Below is a VERY general look from Thomas P. Johnston's Examining Billy Graham's Theology of Evangelism, (p. 379) Graham's four phases of Graham's life and Graham's slow apostasy of the five fundamental doctrines.
Andy Stanley, Billy Graham, and the Bible, on the virgin birth
The fact is, Jesus told us wolves will come in sheep's clothing. This means they will appear as friendly and soft-spoken. They will seem to adhere to the Bible's truths, but they are inside ravenous for your soul. Wolves subtly deny God, just as satan did in the Garden. An excellent example of this subtlety is Graham's statement "I do not find anywhere in the New Testament that this particular belief is necessary for personal salvation. Be wary, friends. Even popular pastors can be wolves. As a matter of fact, especially popular pastors can be wolves.

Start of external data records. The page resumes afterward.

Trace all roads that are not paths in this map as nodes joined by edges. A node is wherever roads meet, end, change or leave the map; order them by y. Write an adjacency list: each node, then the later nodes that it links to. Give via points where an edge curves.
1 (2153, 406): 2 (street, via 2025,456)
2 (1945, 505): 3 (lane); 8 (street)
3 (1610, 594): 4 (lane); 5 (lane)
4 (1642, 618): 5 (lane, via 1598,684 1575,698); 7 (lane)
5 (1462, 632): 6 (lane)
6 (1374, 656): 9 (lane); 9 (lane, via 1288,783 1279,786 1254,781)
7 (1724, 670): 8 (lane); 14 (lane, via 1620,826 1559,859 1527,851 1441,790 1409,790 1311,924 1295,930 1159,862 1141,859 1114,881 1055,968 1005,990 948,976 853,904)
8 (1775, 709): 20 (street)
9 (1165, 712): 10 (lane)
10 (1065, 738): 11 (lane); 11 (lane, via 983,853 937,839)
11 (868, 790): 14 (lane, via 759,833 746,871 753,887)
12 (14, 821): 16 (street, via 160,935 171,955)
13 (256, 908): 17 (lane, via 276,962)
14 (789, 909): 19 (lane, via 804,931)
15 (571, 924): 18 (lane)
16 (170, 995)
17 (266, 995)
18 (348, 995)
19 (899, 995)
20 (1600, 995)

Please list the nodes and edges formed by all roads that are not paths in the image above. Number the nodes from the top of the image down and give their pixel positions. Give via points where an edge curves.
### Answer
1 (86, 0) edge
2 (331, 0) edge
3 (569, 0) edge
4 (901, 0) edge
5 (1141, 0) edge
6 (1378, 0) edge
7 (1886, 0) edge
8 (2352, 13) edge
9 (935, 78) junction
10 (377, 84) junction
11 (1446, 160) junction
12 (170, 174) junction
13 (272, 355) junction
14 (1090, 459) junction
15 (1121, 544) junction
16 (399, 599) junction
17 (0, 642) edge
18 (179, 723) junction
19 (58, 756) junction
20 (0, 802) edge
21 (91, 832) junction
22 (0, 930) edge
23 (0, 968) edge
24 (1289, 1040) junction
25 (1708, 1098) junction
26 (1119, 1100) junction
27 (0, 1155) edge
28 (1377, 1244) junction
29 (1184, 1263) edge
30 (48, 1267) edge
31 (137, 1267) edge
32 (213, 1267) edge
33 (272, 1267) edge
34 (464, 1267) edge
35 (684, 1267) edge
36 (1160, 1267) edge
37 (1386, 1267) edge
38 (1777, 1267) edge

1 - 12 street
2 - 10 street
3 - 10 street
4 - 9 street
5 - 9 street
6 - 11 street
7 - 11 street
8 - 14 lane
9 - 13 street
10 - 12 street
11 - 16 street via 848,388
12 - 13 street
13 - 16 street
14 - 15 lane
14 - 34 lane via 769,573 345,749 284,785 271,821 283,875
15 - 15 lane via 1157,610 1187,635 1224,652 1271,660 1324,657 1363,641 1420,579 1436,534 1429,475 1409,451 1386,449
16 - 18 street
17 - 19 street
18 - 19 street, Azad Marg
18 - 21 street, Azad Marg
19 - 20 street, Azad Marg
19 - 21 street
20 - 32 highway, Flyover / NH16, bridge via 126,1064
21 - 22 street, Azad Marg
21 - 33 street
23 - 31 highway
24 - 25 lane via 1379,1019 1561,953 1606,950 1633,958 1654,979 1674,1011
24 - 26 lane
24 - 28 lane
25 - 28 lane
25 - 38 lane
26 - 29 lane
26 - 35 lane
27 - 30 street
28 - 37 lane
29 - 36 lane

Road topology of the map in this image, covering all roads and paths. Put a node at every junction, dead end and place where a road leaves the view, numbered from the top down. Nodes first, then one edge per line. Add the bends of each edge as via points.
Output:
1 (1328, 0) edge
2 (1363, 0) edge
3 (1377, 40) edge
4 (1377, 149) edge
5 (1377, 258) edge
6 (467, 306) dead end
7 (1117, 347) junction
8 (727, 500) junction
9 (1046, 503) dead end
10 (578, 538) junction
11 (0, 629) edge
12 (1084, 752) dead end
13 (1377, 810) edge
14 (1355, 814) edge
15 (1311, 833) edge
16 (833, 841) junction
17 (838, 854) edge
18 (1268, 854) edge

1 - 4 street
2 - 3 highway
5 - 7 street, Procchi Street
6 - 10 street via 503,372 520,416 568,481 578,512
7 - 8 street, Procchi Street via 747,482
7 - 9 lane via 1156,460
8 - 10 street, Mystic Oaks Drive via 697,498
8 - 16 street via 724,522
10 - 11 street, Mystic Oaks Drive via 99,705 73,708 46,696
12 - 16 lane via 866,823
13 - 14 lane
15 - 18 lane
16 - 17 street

Here are some resources outlining the importance of belief in the virgin birth as necessary for faith.
GotQuestions: Why is the Virgin Birth so Important?
Jesus was not born in sin; that is, He had no sin nature (Hebrews 7:26). It would seem that the sin nature is passed down from generation to generation through the father (Romans 5:12, 17, 19). The Virgin Birth circumvented the transmission of the sin nature and allowed the eternal God to become a perfect man.

Ligonier: Must Christians believe in the Virgin Birth?
Christians must face the fact that a denial of the virgin birth is a denial of Jesus as the Christ
Grace To You: Why the Virgin Birth is Essential
The virgin birth is an underlying assumption in everything the Bible says about Jesus. To throw out the virgin birth is to reject Christ’s deity, the accuracy and authority of Scripture, and a host of other related doctrines central to the Christian faith. No issue is more important than the virgin birth to our understanding of who Jesus is.